--- Source records ---
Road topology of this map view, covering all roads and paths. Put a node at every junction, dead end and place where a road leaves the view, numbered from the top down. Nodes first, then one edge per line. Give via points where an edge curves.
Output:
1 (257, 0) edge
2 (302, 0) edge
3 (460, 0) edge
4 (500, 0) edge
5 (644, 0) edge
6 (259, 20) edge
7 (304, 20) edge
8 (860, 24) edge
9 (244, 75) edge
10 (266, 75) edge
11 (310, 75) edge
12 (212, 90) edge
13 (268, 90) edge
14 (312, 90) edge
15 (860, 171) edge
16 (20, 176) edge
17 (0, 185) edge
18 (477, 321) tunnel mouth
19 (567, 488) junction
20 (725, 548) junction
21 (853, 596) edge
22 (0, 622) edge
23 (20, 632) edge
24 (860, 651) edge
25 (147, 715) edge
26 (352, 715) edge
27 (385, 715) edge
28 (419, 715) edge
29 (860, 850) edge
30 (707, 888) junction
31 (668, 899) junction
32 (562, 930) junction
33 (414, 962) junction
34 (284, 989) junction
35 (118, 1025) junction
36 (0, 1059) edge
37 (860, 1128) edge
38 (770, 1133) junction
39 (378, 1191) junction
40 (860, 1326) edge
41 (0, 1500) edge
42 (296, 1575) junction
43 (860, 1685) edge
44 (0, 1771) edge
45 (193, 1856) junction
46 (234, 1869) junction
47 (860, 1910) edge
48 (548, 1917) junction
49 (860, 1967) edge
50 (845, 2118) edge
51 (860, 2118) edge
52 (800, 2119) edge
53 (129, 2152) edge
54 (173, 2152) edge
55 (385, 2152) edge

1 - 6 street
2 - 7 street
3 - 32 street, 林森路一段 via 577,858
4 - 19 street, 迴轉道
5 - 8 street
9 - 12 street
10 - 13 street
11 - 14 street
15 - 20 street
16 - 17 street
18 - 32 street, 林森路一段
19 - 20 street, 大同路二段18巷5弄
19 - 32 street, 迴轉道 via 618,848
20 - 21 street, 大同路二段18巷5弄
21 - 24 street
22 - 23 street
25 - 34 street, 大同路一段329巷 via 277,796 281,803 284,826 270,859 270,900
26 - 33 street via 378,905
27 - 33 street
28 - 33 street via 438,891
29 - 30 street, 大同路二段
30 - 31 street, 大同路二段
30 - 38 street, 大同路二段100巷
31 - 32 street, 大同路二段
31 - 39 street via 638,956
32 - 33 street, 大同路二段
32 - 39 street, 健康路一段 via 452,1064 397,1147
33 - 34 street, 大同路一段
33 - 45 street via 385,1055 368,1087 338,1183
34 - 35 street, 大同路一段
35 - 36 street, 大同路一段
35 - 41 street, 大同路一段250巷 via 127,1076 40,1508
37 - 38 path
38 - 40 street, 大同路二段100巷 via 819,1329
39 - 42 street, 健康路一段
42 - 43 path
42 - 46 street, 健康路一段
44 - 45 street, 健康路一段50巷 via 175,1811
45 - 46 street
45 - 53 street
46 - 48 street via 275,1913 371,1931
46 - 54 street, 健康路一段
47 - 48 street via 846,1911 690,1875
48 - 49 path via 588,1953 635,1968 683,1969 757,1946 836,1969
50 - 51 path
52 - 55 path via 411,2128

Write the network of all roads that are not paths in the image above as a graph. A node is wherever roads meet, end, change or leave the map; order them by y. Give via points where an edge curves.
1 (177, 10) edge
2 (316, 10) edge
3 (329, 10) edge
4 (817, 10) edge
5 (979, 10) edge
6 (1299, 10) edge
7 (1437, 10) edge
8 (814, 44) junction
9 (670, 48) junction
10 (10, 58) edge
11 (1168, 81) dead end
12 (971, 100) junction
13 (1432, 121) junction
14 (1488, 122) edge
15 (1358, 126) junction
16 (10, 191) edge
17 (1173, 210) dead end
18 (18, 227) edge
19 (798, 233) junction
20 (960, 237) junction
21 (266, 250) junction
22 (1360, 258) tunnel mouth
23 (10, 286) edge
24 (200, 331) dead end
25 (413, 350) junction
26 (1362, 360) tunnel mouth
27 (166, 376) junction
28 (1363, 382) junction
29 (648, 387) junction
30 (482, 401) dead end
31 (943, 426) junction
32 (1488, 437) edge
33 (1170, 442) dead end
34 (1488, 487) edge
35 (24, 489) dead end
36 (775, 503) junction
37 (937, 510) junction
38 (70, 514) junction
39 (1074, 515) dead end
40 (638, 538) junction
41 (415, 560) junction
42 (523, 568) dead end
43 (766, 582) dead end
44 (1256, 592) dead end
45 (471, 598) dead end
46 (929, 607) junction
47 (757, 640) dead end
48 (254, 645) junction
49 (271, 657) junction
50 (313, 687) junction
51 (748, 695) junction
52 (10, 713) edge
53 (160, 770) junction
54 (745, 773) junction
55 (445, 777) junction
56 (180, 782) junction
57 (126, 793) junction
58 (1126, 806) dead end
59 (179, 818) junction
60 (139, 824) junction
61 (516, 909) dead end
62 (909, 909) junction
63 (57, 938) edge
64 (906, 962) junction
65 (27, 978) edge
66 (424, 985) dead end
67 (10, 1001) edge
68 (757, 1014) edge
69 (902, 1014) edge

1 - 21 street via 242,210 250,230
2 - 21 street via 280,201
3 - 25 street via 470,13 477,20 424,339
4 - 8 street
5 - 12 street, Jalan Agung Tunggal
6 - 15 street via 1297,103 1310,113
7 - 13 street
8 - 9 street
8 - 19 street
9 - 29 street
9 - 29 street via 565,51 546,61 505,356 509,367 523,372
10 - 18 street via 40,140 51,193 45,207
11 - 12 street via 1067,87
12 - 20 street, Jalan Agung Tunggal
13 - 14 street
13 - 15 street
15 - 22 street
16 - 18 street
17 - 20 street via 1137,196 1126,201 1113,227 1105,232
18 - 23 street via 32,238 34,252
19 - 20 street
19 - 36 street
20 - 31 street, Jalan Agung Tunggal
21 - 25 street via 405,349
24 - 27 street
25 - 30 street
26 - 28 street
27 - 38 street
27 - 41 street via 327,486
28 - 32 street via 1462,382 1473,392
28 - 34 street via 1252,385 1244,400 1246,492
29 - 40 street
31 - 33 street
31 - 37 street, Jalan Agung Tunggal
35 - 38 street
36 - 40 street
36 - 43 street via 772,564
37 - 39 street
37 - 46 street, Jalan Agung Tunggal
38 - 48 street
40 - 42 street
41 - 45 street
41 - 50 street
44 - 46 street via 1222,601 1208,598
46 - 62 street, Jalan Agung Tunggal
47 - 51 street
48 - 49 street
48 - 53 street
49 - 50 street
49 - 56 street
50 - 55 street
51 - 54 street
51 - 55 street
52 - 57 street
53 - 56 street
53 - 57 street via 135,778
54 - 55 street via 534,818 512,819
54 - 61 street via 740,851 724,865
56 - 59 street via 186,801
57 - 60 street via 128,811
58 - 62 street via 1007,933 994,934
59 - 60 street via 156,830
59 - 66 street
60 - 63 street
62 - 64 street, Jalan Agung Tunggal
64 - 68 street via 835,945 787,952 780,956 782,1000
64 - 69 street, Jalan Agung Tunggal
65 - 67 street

--- Problem statement ---
Extract every line containing the string "points" from the data above.

--- Exercise output ---
Road topology of this map view, covering all roads and paths. Put a node at every junction, dead end and place where a road leaves the view, numbered from the top down. Nodes first, then one edge per line. Give via points where an edge curves.
Write the network of all roads that are not paths in the image above as a graph. A node is wherever roads meet, end, change or leave the map; order them by y. Give via points where an edge curves.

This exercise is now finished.